ACTIVITY> Print the records below verbatim.

────

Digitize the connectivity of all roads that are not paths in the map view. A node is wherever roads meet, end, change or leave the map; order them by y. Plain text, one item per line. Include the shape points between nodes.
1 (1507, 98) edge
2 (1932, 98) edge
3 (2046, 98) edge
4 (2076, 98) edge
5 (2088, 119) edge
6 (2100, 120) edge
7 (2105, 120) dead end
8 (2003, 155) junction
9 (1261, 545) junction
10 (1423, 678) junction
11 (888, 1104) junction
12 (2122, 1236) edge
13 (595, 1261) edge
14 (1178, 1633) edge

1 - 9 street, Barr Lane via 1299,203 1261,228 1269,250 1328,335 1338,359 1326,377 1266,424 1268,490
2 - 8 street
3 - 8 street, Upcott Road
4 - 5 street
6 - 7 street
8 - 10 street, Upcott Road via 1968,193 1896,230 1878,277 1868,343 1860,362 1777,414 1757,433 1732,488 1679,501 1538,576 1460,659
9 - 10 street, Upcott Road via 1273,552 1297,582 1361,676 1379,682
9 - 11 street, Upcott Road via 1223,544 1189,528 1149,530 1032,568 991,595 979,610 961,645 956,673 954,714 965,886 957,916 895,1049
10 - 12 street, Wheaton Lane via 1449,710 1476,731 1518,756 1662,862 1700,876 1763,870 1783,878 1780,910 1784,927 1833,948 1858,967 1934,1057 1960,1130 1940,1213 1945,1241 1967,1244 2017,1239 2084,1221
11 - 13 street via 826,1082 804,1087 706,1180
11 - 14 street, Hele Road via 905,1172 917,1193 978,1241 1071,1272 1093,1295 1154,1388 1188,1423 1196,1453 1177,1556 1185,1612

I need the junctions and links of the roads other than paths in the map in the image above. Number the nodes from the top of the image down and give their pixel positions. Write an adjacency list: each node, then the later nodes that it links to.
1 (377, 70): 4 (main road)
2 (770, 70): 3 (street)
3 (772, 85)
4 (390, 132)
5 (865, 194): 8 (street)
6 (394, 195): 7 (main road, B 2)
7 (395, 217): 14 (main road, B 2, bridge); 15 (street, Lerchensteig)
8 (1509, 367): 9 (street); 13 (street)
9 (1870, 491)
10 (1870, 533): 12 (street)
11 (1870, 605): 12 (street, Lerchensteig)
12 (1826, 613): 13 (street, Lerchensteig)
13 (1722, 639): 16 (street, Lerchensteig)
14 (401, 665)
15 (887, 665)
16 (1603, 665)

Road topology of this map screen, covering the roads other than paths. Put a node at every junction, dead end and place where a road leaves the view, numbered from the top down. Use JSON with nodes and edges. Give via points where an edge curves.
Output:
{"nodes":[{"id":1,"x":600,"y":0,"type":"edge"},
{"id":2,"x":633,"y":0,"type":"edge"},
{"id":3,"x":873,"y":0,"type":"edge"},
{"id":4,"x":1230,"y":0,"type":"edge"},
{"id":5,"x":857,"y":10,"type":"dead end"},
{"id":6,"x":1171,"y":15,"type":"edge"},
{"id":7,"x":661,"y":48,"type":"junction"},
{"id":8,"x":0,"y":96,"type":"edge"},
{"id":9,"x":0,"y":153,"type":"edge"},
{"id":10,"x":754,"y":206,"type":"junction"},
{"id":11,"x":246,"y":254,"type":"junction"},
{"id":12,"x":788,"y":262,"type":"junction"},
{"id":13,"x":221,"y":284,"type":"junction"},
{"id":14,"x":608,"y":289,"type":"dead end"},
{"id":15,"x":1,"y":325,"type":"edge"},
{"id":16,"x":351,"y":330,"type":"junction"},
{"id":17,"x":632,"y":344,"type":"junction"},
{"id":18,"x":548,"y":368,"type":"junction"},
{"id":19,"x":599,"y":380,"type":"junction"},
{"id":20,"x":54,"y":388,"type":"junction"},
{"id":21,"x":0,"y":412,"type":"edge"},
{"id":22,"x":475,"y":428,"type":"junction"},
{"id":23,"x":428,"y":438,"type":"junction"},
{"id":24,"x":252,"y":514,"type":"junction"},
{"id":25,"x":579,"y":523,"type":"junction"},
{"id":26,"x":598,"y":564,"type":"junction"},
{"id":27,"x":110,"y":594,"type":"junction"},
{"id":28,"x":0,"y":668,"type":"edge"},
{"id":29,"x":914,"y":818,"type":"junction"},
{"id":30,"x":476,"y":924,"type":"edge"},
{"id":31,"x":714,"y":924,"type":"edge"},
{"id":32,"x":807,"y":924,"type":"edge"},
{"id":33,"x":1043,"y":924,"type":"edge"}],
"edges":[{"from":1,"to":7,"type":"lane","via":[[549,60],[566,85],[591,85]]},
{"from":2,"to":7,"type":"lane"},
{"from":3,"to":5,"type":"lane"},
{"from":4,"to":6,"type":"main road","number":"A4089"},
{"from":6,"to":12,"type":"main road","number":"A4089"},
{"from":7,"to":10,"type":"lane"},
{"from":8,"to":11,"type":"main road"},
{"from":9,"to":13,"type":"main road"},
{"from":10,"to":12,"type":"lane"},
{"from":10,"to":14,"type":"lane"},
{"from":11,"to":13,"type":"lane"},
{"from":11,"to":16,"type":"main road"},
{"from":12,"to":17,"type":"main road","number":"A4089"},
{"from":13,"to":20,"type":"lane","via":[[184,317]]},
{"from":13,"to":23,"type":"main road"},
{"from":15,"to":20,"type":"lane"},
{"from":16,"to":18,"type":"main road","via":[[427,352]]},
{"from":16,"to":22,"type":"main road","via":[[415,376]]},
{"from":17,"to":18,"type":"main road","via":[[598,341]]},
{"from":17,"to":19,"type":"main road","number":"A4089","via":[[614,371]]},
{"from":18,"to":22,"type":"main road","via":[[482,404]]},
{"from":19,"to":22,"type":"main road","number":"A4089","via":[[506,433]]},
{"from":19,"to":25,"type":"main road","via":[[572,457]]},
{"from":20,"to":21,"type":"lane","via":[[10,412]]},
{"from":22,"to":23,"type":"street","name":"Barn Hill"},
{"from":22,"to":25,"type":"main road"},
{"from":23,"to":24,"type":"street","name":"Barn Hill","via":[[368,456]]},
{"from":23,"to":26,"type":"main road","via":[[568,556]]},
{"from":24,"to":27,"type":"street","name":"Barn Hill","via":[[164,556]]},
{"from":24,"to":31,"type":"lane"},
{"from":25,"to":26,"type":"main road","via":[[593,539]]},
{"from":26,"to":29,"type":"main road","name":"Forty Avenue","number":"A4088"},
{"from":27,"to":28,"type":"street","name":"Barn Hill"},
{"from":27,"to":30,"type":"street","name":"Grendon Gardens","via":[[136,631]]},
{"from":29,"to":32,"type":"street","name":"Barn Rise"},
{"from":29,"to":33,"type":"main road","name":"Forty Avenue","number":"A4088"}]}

────

ANSWER FOR THIS EXERCISE>
Digitize the connectivity of all roads that are not paths in the map view. A node is wherever roads meet, end, change or leave the map; order them by y. Plain text, one item per line. Include the shape points between nodes.
1 (1507, 98) edge
2 (1932, 98) edge
3 (2046, 98) edge
4 (2076, 98) edge
5 (2088, 119) edge
6 (2100, 120) edge
7 (2105, 120) dead end
8 (2003, 155) junction
9 (1261, 545) junction
10 (1423, 678) junction
11 (888, 1104) junction
12 (2122, 1236) edge
13 (595, 1261) edge
14 (1178, 1633) edge

1 - 9 street, Barr Lane via 1299,203 1261,228 1269,250 1328,335 1338,359 1326,377 1266,424 1268,490
2 - 8 street
3 - 8 street, Upcott Road
4 - 5 street
6 - 7 street
8 - 10 street, Upcott Road via 1968,193 1896,230 1878,277 1868,343 1860,362 1777,414 1757,433 1732,488 1679,501 1538,576 1460,659
9 - 10 street, Upcott Road via 1273,552 1297,582 1361,676 1379,682
9 - 11 street, Upcott Road via 1223,544 1189,528 1149,530 1032,568 991,595 979,610 961,645 956,673 954,714 965,886 957,916 895,1049
10 - 12 street, Wheaton Lane via 1449,710 1476,731 1518,756 1662,862 1700,876 1763,870 1783,878 1780,910 1784,927 1833,948 1858,967 1934,1057 1960,1130 1940,1213 1945,1241 1967,1244 2017,1239 2084,1221
11 - 13 street via 826,1082 804,1087 706,1180
11 - 14 street, Hele Road via 905,1172 917,1193 978,1241 1071,1272 1093,1295 1154,1388 1188,1423 1196,1453 1177,1556 1185,1612

I need the junctions and links of the roads other than paths in the map in the image above. Number the nodes from the top of the image down and give their pixel positions. Write an adjacency list: each node, then the later nodes that it links to.
1 (377, 70): 4 (main road)
2 (770, 70): 3 (street)
3 (772, 85)
4 (390, 132)
5 (865, 194): 8 (street)
6 (394, 195): 7 (main road, B 2)
7 (395, 217): 14 (main road, B 2, bridge); 15 (street, Lerchensteig)
8 (1509, 367): 9 (street); 13 (street)
9 (1870, 491)
10 (1870, 533): 12 (street)
11 (1870, 605): 12 (street, Lerchensteig)
12 (1826, 613): 13 (street, Lerchensteig)
13 (1722, 639): 16 (street, Lerchensteig)
14 (401, 665)
15 (887, 665)
16 (1603, 665)

Road topology of this map screen, covering the roads other than paths. Put a node at every junction, dead end and place where a road leaves the view, numbered from the top down. Use JSON with nodes and edges. Give via points where an edge curves.
Output:
{"nodes":[{"id":1,"x":600,"y":0,"type":"edge"},
{"id":2,"x":633,"y":0,"type":"edge"},
{"id":3,"x":873,"y":0,"type":"edge"},
{"id":4,"x":1230,"y":0,"type":"edge"},
{"id":5,"x":857,"y":10,"type":"dead end"},
{"id":6,"x":1171,"y":15,"type":"edge"},
{"id":7,"x":661,"y":48,"type":"junction"},
{"id":8,"x":0,"y":96,"type":"edge"},
{"id":9,"x":0,"y":153,"type":"edge"},
{"id":10,"x":754,"y":206,"type":"junction"},
{"id":11,"x":246,"y":254,"type":"junction"},
{"id":12,"x":788,"y":262,"type":"junction"},
{"id":13,"x":221,"y":284,"type":"junction"},
{"id":14,"x":608,"y":289,"type":"dead end"},
{"id":15,"x":1,"y":325,"type":"edge"},
{"id":16,"x":351,"y":330,"type":"junction"},
{"id":17,"x":632,"y":344,"type":"junction"},
{"id":18,"x":548,"y":368,"type":"junction"},
{"id":19,"x":599,"y":380,"type":"junction"},
{"id":20,"x":54,"y":388,"type":"junction"},
{"id":21,"x":0,"y":412,"type":"edge"},
{"id":22,"x":475,"y":428,"type":"junction"},
{"id":23,"x":428,"y":438,"type":"junction"},
{"id":24,"x":252,"y":514,"type":"junction"},
{"id":25,"x":579,"y":523,"type":"junction"},
{"id":26,"x":598,"y":564,"type":"junction"},
{"id":27,"x":110,"y":594,"type":"junction"},
{"id":28,"x":0,"y":668,"type":"edge"},
{"id":29,"x":914,"y":818,"type":"junction"},
{"id":30,"x":476,"y":924,"type":"edge"},
{"id":31,"x":714,"y":924,"type":"edge"},
{"id":32,"x":807,"y":924,"type":"edge"},
{"id":33,"x":1043,"y":924,"type":"edge"}],
"edges":[{"from":1,"to":7,"type":"lane","via":[[549,60],[566,85],[591,85]]},
{"from":2,"to":7,"type":"lane"},
{"from":3,"to":5,"type":"lane"},
{"from":4,"to":6,"type":"main road","number":"A4089"},
{"from":6,"to":12,"type":"main road","number":"A4089"},
{"from":7,"to":10,"type":"lane"},
{"from":8,"to":11,"type":"main road"},
{"from":9,"to":13,"type":"main road"},
{"from":10,"to":12,"type":"lane"},
{"from":10,"to":14,"type":"lane"},
{"from":11,"to":13,"type":"lane"},
{"from":11,"to":16,"type":"main road"},
{"from":12,"to":17,"type":"main road","number":"A4089"},
{"from":13,"to":20,"type":"lane","via":[[184,317]]},
{"from":13,"to":23,"type":"main road"},
{"from":15,"to":20,"type":"lane"},
{"from":16,"to":18,"type":"main road","via":[[427,352]]},
{"from":16,"to":22,"type":"main road","via":[[415,376]]},
{"from":17,"to":18,"type":"main road","via":[[598,341]]},
{"from":17,"to":19,"type":"main road","number":"A4089","via":[[614,371]]},
{"from":18,"to":22,"type":"main road","via":[[482,404]]},
{"from":19,"to":22,"type":"main road","number":"A4089","via":[[506,433]]},
{"from":19,"to":25,"type":"main road","via":[[572,457]]},
{"from":20,"to":21,"type":"lane","via":[[10,412]]},
{"from":22,"to":23,"type":"street","name":"Barn Hill"},
{"from":22,"to":25,"type":"main road"},
{"from":23,"to":24,"type":"street","name":"Barn Hill","via":[[368,456]]},
{"from":23,"to":26,"type":"main road","via":[[568,556]]},
{"from":24,"to":27,"type":"street","name":"Barn Hill","via":[[164,556]]},
{"from":24,"to":31,"type":"lane"},
{"from":25,"to":26,"type":"main road","via":[[593,539]]},
{"from":26,"to":29,"type":"main road","name":"Forty Avenue","number":"A4088"},
{"from":27,"to":28,"type":"street","name":"Barn Hill"},
{"from":27,"to":30,"type":"street","name":"Grendon Gardens","via":[[136,631]]},
{"from":29,"to":32,"type":"street","name":"Barn Rise"},
{"from":29,"to":33,"type":"main road","name":"Forty Avenue","number":"A4088"}]}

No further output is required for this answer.